RECORDS:
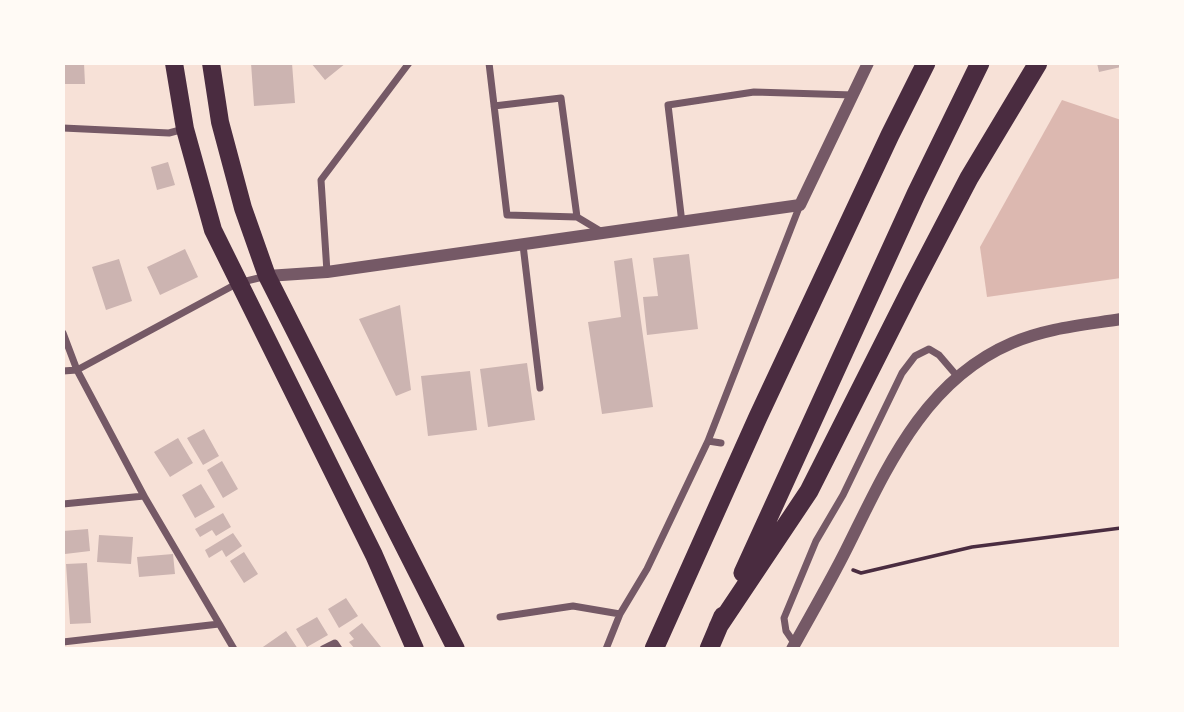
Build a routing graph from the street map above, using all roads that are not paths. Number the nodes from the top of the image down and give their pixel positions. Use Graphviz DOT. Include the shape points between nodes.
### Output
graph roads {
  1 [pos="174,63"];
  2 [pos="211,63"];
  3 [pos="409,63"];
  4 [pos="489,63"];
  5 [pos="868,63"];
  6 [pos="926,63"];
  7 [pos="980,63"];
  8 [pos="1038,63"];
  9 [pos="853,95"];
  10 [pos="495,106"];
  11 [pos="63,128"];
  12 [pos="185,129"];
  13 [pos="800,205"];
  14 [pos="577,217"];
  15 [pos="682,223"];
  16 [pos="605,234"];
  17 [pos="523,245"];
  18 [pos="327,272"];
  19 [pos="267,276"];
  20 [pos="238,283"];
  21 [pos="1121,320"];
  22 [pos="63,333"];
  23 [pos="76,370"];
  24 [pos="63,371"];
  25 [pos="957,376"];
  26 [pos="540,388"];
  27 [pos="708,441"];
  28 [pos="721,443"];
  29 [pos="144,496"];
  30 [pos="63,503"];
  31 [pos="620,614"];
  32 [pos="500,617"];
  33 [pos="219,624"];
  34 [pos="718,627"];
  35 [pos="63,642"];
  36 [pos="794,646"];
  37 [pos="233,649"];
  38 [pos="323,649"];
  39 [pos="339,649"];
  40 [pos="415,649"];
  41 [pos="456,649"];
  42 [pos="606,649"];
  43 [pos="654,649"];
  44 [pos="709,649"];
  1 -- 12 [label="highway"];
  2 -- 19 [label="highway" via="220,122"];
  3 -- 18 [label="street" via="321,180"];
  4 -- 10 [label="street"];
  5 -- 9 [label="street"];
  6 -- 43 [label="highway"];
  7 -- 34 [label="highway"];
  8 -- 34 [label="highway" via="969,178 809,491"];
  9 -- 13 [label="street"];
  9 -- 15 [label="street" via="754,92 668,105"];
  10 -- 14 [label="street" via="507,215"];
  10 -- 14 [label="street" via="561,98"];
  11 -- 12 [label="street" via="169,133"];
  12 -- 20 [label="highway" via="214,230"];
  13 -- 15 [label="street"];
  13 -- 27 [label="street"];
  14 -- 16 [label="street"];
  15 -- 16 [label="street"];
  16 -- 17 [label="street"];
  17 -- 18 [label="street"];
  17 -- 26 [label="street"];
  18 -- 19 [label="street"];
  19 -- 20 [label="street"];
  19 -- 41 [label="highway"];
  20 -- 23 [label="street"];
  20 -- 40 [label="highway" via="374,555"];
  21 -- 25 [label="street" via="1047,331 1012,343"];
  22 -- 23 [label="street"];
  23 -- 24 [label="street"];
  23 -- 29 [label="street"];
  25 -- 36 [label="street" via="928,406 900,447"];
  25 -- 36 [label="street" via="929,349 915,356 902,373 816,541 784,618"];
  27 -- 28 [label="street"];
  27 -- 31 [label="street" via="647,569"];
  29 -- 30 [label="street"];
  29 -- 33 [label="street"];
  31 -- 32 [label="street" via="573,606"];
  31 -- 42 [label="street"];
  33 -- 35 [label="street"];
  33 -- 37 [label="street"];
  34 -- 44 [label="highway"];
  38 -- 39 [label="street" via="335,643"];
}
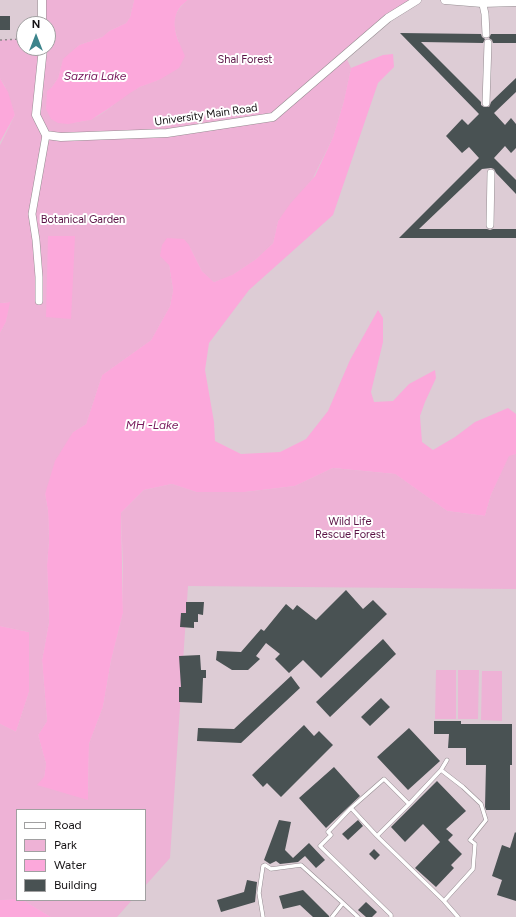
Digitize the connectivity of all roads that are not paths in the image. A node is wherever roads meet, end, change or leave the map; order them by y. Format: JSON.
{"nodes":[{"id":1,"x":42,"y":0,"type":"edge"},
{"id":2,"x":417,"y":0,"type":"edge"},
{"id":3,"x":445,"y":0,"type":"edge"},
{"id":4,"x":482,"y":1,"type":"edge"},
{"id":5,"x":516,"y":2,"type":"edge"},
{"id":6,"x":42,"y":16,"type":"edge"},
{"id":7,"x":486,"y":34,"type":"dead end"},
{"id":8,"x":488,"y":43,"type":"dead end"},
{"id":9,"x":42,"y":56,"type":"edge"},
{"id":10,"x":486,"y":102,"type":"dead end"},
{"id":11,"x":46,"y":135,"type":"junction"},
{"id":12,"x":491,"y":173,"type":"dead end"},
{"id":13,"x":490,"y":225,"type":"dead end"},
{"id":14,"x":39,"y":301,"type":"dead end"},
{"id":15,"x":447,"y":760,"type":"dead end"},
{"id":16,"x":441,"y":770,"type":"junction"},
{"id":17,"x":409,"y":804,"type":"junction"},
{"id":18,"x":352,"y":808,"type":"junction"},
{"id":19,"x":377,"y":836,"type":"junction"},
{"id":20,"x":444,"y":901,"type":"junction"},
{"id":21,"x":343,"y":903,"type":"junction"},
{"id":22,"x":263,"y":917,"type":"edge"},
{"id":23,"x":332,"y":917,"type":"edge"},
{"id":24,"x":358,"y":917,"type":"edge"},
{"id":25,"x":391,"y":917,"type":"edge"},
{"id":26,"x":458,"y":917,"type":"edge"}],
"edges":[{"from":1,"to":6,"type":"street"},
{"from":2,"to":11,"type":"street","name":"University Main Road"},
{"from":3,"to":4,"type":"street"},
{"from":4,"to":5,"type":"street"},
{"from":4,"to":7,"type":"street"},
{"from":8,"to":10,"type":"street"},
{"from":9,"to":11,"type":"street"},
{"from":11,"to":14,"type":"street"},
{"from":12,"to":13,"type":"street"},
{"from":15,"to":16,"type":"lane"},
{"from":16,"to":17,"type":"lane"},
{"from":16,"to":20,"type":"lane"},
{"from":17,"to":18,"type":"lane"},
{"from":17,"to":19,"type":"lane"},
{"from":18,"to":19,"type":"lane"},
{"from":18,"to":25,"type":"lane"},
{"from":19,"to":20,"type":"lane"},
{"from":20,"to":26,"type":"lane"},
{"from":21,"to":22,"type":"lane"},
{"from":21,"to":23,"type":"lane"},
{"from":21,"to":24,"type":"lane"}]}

* * *

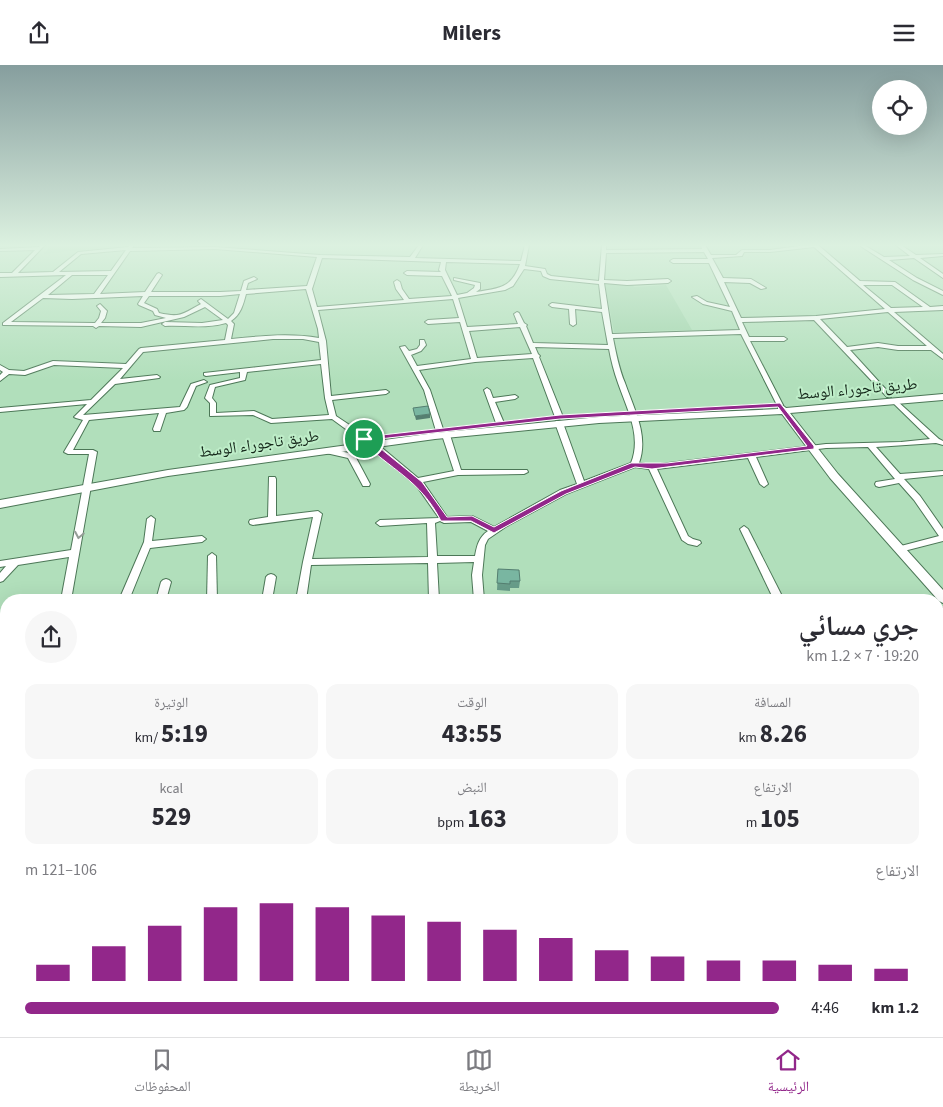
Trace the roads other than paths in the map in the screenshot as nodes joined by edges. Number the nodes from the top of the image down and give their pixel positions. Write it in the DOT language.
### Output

...

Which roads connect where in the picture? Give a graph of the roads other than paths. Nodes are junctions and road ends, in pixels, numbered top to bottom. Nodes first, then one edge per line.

EXERCISE PROMPT: Every line of the entries above that includes "positions" should be copied.

RESPONSE BELOW:
Build a routing graph from the street map above, using all roads that are not paths. Number the nodes from the top of the image down and give their pixel positions. Use Graphviz DOT. Include the shape points between nodes.
Trace the roads other than paths in the map in the screenshot as nodes joined by edges. Number the nodes from the top of the image down and give their pixel positions. Write it in the DOT language.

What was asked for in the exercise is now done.